Sign O’ The Times Super Deluxe Edition – Prince (Album Review)
[usr 3.5]
If Purple Rain was Prince’s Sergeant Pepper, then Sign O’ The Times was his White Album. A double album as well, it was full of ideas, eclectic, and like most double albums, incohesive. As history revealed itself, we found that SOTT was the culmination of not one, not two, not three, but four album configurations with two different names. One configuration was even a triple album, nixed by Warner Bros.
This is how Sign O’ The Times came to be — a compromise. Despite its political beginnings — firing his band, feuding with his record company — the conglomeration of songs sometimes works. And now Prince’s estate is holding the vault door open and letting dozens of unheard gems from this era escape into the public domain.
The result, Sign O’ The Times – Super Deluxe Edition, doesn’t come cheap — the price for the box set is around $159.98, I opted for just the mp3s, so I paid $74.99 for 90 songs. Ninety. They include a live concert, which I tossed (I know, I know, but I generally hate live recordings, and this was no exception). That left me with 74 originals, remixes and unreleased material to sift through.
The size of the collection gives you an idea of what Prince had to deal with during this time. Parade, the music to his box-office flop Under the Cherry Moon, had just been released, he was composing songs for Jill Jones, Madhouse and Sheila E., and he still had dozens of songs to choose from to create his own album.
In previous posts, I’ve gone into detail what the tracklists for his failed albums, 1986’s Dream Factory and the triple album Crystal Ball, might have been. They were the last to include his famous group the Revolution.
We hear some of these tracks on the Sign O’ The Times Super Deluxe Version (That’s like double-secret probation) — the psychedelic sounds of “Teacher Teacher,” the droning sitar that once graced “Strange Relationship,” and Wendy and Lisa’s warm, jazzy interludes “Visions” and “Colors.” “The Ballad of Dorothy Parker” sounds new with the saxophones and trumpets highlighting the low frequencies of the song.
The demos take a decidedly funky sound as he begins to disband the Revolution, replacing them with saxophonists, trumpet players and sometimes, himself. We hear in its entirety his failed collaboration with Miles Davis, “Can I Play With U?” and two versions of the bootleg track “Witness for the Prosecution,” which was supposed to be on Dream Factory. The second version, apparently performed solely by Prince, is electric-guitar-filled grunge that makes it sound menacing and cold.
We also finally get to hear two songs that were missing from most bootlegs of Dream Factory — “The Ball,” which was an early iteration of “Eye No” from the album Lovesexy, and “And That Says What?”, an adrenaline junkie’s dream that be-bops along at 150 mph. An early version of “Big Tall Wall” is poppier, faster and better than the plodding, percussion-heavy track that has circulated.

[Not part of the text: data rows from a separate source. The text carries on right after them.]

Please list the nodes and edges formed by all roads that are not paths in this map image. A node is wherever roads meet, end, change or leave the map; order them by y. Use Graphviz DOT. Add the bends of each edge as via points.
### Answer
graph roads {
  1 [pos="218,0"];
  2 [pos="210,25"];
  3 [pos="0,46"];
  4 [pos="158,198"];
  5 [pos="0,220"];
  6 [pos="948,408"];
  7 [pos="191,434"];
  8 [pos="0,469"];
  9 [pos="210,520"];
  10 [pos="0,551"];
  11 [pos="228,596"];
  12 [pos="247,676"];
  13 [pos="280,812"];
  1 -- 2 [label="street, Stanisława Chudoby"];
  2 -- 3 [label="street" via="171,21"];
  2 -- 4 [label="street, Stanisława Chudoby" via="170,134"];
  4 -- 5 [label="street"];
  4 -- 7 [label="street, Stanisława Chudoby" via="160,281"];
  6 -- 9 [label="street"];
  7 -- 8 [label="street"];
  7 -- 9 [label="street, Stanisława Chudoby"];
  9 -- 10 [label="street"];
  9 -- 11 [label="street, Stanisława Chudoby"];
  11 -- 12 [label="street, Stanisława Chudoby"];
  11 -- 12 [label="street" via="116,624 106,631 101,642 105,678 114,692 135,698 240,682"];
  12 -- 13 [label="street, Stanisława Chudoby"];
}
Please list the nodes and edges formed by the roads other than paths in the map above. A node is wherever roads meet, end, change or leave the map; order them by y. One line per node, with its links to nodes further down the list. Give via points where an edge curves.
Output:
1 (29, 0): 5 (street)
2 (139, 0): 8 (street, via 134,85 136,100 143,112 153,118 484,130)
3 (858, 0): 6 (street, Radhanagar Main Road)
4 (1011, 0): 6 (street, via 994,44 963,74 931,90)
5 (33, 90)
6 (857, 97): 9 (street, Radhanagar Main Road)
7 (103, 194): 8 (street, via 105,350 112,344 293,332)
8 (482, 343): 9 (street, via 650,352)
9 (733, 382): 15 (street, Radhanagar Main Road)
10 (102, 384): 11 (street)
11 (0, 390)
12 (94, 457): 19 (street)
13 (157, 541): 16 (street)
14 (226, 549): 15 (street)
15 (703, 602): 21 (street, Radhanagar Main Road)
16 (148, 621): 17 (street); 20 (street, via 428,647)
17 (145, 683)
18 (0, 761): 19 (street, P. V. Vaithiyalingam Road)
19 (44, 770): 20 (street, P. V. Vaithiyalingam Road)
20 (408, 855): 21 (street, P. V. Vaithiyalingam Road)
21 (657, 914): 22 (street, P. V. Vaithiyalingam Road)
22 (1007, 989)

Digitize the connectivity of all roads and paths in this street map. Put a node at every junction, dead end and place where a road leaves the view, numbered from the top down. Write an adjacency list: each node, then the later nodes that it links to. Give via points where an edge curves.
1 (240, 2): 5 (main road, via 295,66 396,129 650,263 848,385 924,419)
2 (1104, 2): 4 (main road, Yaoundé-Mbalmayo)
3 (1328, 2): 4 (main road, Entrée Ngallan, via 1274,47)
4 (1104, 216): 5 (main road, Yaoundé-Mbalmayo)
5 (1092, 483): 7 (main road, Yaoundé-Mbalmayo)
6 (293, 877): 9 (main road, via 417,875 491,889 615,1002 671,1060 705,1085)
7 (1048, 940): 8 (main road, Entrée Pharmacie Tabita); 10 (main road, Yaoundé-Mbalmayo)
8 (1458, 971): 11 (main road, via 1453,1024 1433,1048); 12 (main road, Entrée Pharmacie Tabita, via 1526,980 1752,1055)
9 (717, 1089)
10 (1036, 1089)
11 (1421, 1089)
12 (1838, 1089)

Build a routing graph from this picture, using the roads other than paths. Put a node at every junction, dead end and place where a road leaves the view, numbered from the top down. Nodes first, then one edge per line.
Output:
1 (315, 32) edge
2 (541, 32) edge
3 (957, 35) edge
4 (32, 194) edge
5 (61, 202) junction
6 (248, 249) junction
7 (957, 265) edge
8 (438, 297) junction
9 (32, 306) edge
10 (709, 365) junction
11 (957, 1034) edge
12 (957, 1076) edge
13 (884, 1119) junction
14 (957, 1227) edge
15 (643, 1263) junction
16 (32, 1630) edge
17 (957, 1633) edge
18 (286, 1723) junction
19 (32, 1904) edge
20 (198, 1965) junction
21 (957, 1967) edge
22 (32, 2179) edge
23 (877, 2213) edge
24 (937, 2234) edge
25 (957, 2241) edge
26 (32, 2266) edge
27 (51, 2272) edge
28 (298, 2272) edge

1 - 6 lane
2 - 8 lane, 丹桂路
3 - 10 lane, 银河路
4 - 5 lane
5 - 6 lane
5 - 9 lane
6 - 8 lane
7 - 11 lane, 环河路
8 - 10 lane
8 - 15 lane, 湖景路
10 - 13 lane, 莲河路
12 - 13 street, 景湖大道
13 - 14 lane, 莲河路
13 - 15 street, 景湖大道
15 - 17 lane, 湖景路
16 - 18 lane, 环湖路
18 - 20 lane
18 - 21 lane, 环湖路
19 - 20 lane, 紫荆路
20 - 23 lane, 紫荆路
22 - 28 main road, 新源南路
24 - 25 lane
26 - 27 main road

Most of the new material is disappointing, though; we can see why it stayed in the vault. However, one shining moment is “Soul Psychodelicide,” one of the funkiest, retro numbers he’s ever cooked up. We also get to hear a rare 1979 version of his hit “I Could Never Take the Place of Your Man,” which, like most of his early work, is sublime and almost perfect. It shows how he could take a seven-year-old song, modernize it and turn it into a Top 10 single.
The actual lineup of Sign O’ The Times gets a refresh, although my ears aren’t up to hearing the differences. We get endless 12-inch versions, single edits and dub versions of songs such as “Housequake.” We get four versions of “Hot Thing.” One, maybe two versions would have been fine.
We’re also missing the actual Sign O’ The Times movie as well, which should have been included given the price of this monstrosity. Instead, fans get a DVD containing an unreleased New Year’s Eve benefit concert at Paisley Park, which was Prince’s final performance of the Sign O’ The Times. But completists will be happy enough that they now have digitally enhanced, studio-quality versions of songs such as “All My Dreams,” “Train” and “In A Large Room With No Light” so they can finally piece together their best Dream Factory configuration.